Oysa “IŞİD” dese, bunun “Irak-Şam İslam Devleti” demek olduğunu herkes anlar. Anlaşılmasın istiyorlar bunlar.
Kendileri de Faşist Tayyibistan İslam Devleti kurmak istiyorlar ya… yani bunlar da aynı yolun yolcusudur IŞİD’le. Stratejik hedef birliği içindedirler. Yöntemleri de aynıdır. Bakmayın, burada bunların IŞİD kadar canavarlık yapamadıklarına. Varmak istedikleri nihai hedefe henüz varmadılar da ondan kaynaklanmaktadır bu.
Nitekim, 15 Temmuz’da Boğaz Köprüsü’nde askerlerimizin, hatta 21 yaşındaki bir Hava Harp Okulu öğrencisinin boğazını keserek katletmedi mi, bunların adamları?
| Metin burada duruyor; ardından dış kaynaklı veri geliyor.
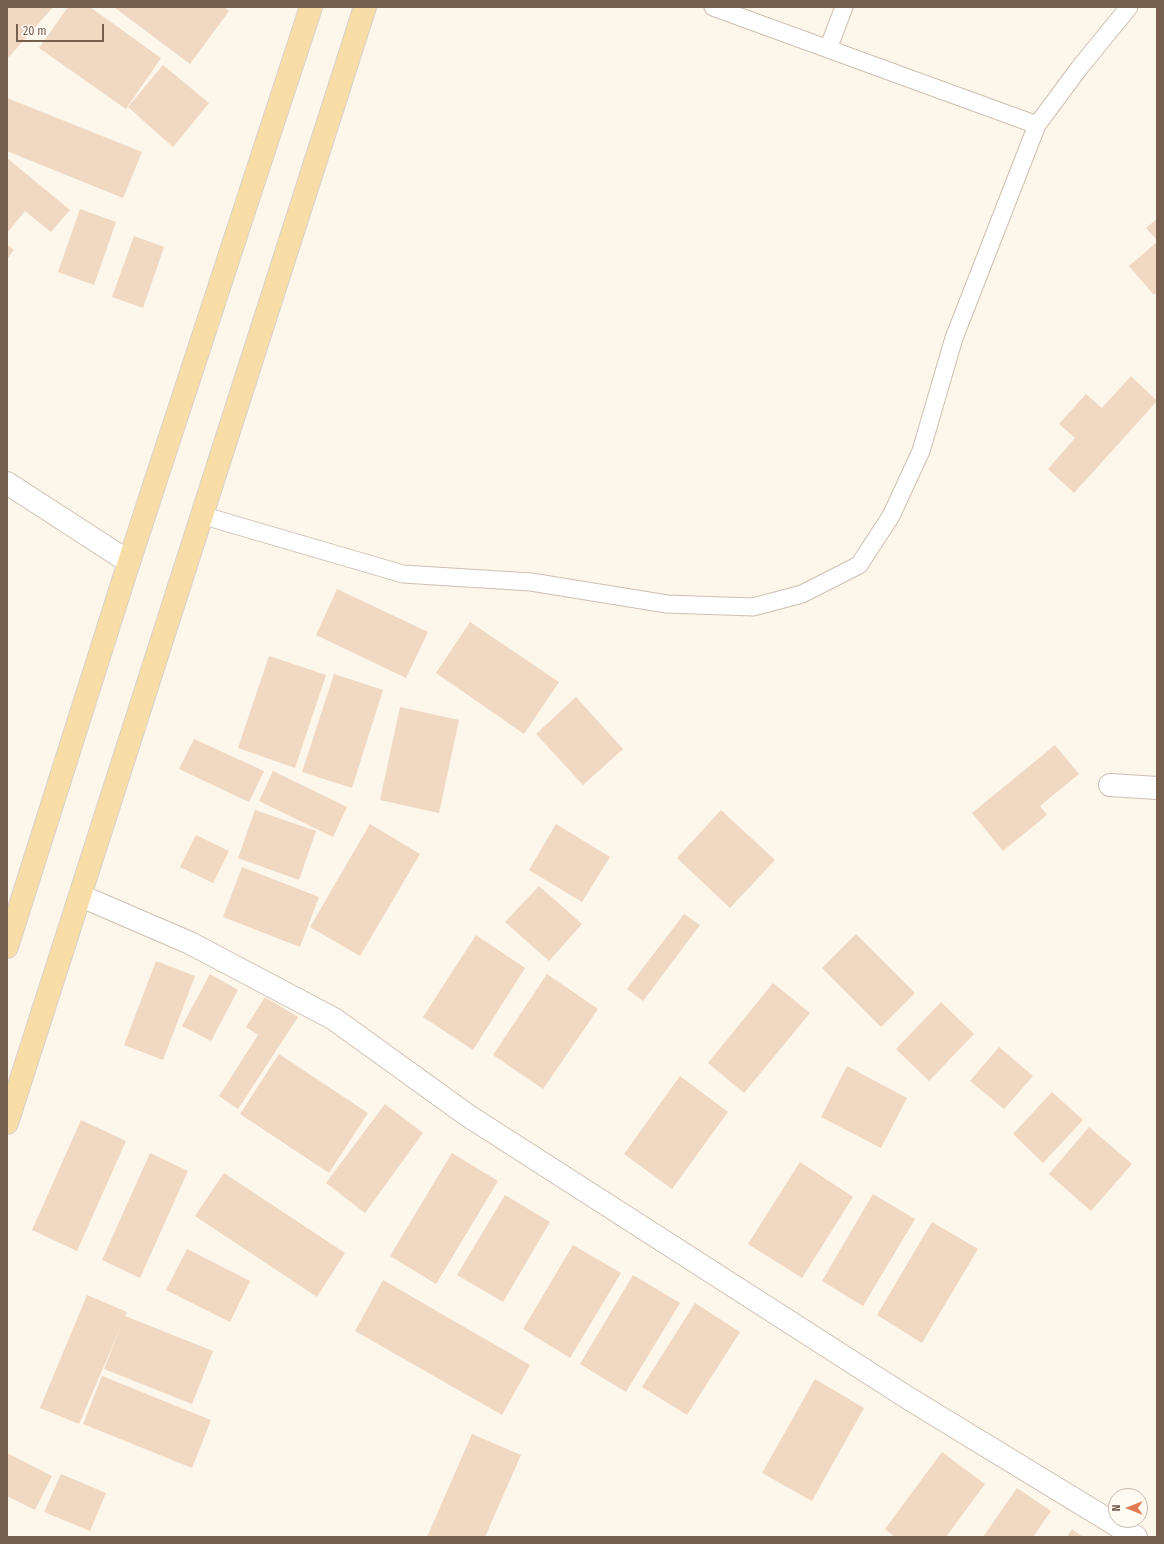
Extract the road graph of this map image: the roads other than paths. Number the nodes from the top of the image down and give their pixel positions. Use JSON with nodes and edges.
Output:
{"nodes":[{"id":1,"x":311,"y":7,"type":"edge"},
{"id":2,"x":365,"y":7,"type":"edge"},
{"id":3,"x":713,"y":7,"type":"edge"},
{"id":4,"x":844,"y":7,"type":"edge"},
{"id":5,"x":1129,"y":7,"type":"edge"},
{"id":6,"x":828,"y":49,"type":"junction"},
{"id":7,"x":1037,"y":125,"type":"junction"},
{"id":8,"x":7,"y":483,"type":"edge"},
{"id":9,"x":201,"y":515,"type":"junction"},
{"id":10,"x":130,"y":562,"type":"junction"},
{"id":11,"x":1110,"y":785,"type":"dead end"},
{"id":12,"x":1157,"y":788,"type":"edge"},
{"id":13,"x":81,"y":896,"type":"junction"},
{"id":14,"x":7,"y":947,"type":"edge"},
{"id":15,"x":7,"y":1122,"type":"edge"},
{"id":16,"x":1136,"y":1537,"type":"edge"}],
"edges":[{"from":1,"to":10,"type":"main road"},
{"from":2,"to":9,"type":"main road"},
{"from":3,"to":6,"type":"lane"},
{"from":4,"to":6,"type":"lane"},
{"from":5,"to":7,"type":"lane"},
{"from":6,"to":7,"type":"lane"},
{"from":7,"to":9,"type":"lane"},
{"from":8,"to":10,"type":"street"},
{"from":9,"to":13,"type":"main road"},
{"from":10,"to":14,"type":"main road"},
{"from":11,"to":12,"type":"street"},
{"from":13,"to":15,"type":"main road"},
{"from":13,"to":16,"type":"street"}]}
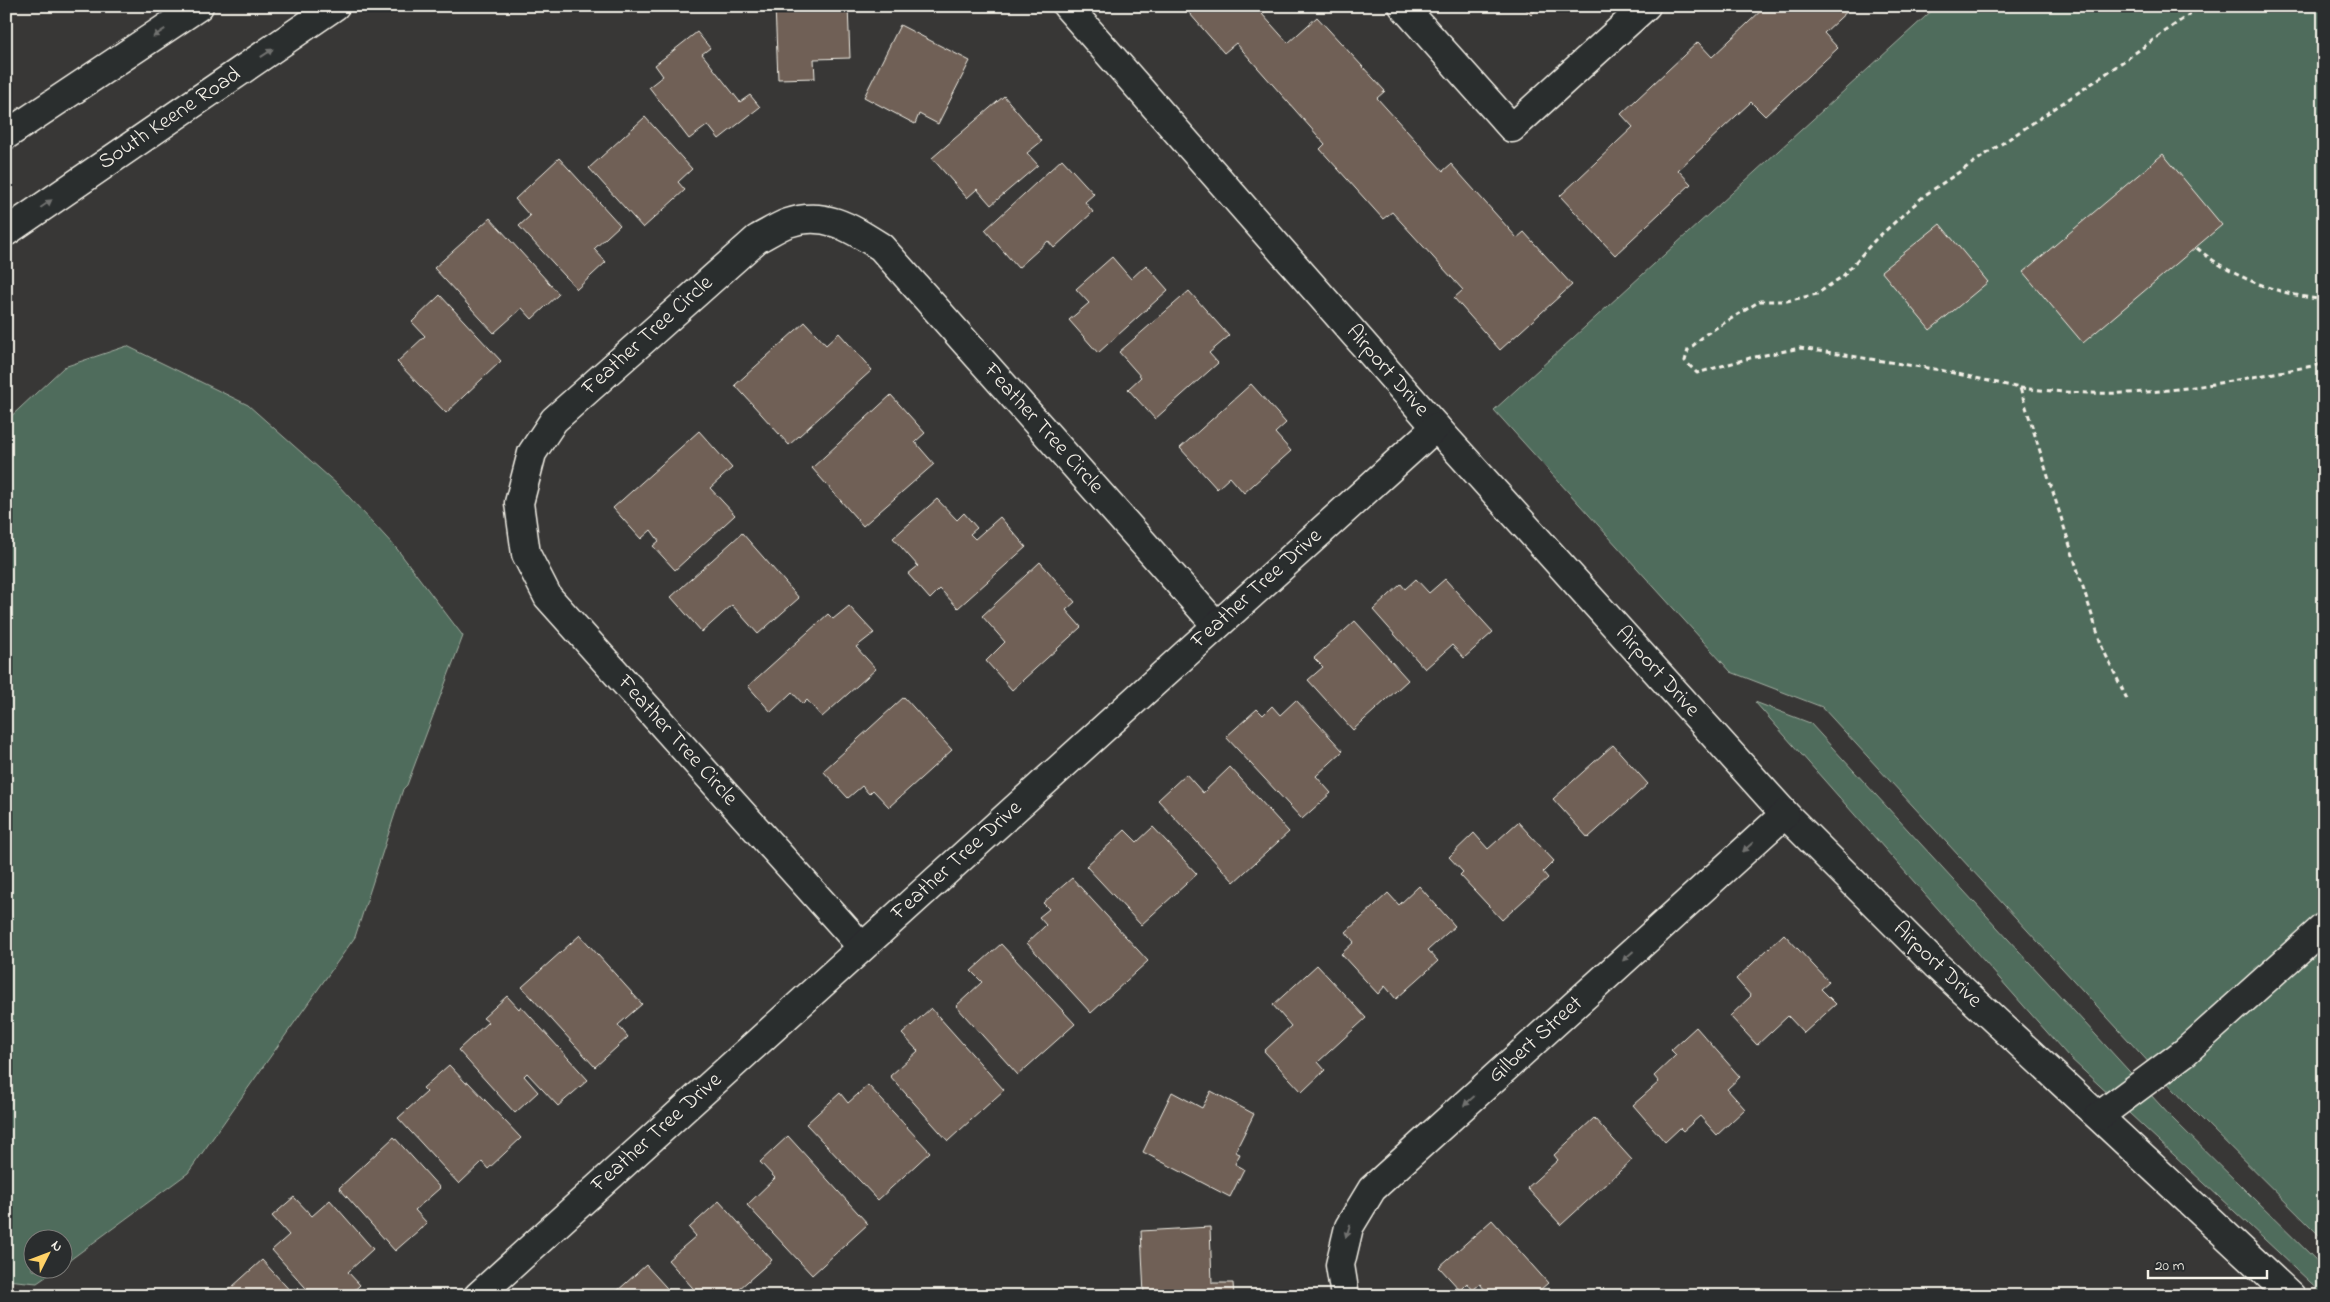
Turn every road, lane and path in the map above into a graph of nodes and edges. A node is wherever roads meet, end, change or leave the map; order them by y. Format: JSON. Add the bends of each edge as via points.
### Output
{"nodes":[{"id":1,"x":199,"y":6,"type":"edge"},
{"id":2,"x":335,"y":6,"type":"edge"},
{"id":3,"x":1067,"y":6,"type":"edge"},
{"id":4,"x":1403,"y":6,"type":"edge"},
{"id":5,"x":1646,"y":6,"type":"edge"},
{"id":6,"x":2201,"y":6,"type":"edge"},
{"id":7,"x":6,"y":135,"type":"edge"},
{"id":8,"x":6,"y":232,"type":"edge"},
{"id":9,"x":2197,"y":248,"type":"dead end"},
{"id":10,"x":2324,"y":300,"type":"edge"},
{"id":11,"x":2324,"y":364,"type":"edge"},
{"id":12,"x":2020,"y":388,"type":"junction"},
{"id":13,"x":1436,"y":428,"type":"junction"},
{"id":14,"x":1216,"y":624,"type":"junction"},
{"id":15,"x":2127,"y":699,"type":"dead end"},
{"id":16,"x":1785,"y":814,"type":"junction"},
{"id":17,"x":2324,"y":927,"type":"edge"},
{"id":18,"x":862,"y":947,"type":"junction"},
{"id":19,"x":2098,"y":1116,"type":"junction"},
{"id":20,"x":478,"y":1296,"type":"edge"},
{"id":21,"x":1345,"y":1296,"type":"edge"},
{"id":22,"x":2291,"y":1296,"type":"edge"}],
"edges":[{"from":1,"to":7,"type":"street","one_way":true},
{"from":8,"to":2,"type":"street","name":"South Keene Road","one_way":true},
{"from":3,"to":13,"type":"street","name":"Airport Drive"},
{"from":4,"to":5,"type":"street","via":[[1512,128]]},
{"from":6,"to":12,"type":"path","via":[[1925,195],[1875,240],[1843,276],[1818,294],[1787,301],[1760,301],[1706,334],[1688,350],[1685,361],[1697,373],[1800,348],[1940,370]]},
{"from":9,"to":10,"type":"path","via":[[2216,264],[2248,279],[2276,290]]},
{"from":11,"to":12,"type":"path","via":[[2187,387],[2129,393],[2070,394]]},
{"from":12,"to":15,"type":"path","via":[[2102,647]]},
{"from":13,"to":14,"type":"street","name":"Feather Tree Drive"},
{"from":13,"to":16,"type":"street","name":"Airport Drive"},
{"from":14,"to":18,"type":"street","name":"Feather Tree Drive"},
{"from":14,"to":18,"type":"street","name":"Feather Tree Circle","via":[[881,247],[853,229],[822,218],[788,223],[757,239],[554,420],[532,453],[519,502],[526,554],[548,597]]},
{"from":16,"to":19,"type":"street","name":"Airport Drive","via":[[1936,966]]},
{"from":16,"to":21,"type":"street","name":"Gilbert Street","one_way":true,"via":[[1372,1189],[1349,1227],[1340,1264]]},
{"from":17,"to":19,"type":"street","via":[[2185,1052]]},
{"from":18,"to":20,"type":"street","name":"Feather Tree Drive"},
{"from":19,"to":22,"type":"street","name":"Airport Drive"}]}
Biraz geriye gidersek; Sivas’ta 2 Temmuz 1993’te Madımak Oteli’nde 35 canımızı aynen IŞİD gibi yakarak katletmedi mi, bunların öncülleri?
Ettiler… Ederler de…
Vicdani ve insani sefalet yönünden aynıdırlar çünkü. Acıma hissi bunlarda da oluşmamıştır.
İşte bu da Kaçak Saraylı Reis’in 15 Temmuz Ganimet Paylaşım Savaşı sonrası bütünüyle ele geçirdiği Genelkurmay’ın sözde açıklaması:
“TSK’dan, IŞİD tarafından yakılarak infaz edilen Türk askerleri ile ilgili açıklama geldi.
“IŞİD’in, geçen yıl kaçırdığı Sefter Taş ile asker olduğunu iddia ettiği Fethi Şahin ve geçtiğimiz ay El Bab bölgesinde rehin aldığı Özel Kuvvetler mensubu Astsubay Kıvanç Kaşıkçı ile Muhammed Duran Keskin’i öldürdüğü iddiası ardından halen resmi bir açıklama yapılmadı.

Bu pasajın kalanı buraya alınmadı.